■ What you should do ■
Tally the lines below containing "ring" and report only the total.

■ Supplied entries ■
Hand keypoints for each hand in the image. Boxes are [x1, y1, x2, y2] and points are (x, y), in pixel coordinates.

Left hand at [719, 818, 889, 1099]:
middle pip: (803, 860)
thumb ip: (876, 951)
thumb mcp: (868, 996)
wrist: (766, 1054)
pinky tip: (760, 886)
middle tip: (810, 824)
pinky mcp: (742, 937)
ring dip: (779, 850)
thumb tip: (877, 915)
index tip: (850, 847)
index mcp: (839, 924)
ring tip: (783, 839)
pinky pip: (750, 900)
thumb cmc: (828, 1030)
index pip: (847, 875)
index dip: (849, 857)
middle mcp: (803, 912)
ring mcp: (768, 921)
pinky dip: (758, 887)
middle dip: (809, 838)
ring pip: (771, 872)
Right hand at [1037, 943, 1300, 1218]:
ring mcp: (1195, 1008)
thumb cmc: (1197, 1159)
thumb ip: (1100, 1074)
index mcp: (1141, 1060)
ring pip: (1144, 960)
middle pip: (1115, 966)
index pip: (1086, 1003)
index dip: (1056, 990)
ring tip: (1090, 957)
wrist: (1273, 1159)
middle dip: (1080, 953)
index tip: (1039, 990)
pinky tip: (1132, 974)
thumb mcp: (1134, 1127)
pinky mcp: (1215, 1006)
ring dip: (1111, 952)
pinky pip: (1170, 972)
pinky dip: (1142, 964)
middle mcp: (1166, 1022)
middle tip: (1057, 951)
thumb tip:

■ Solution to the problem ■
8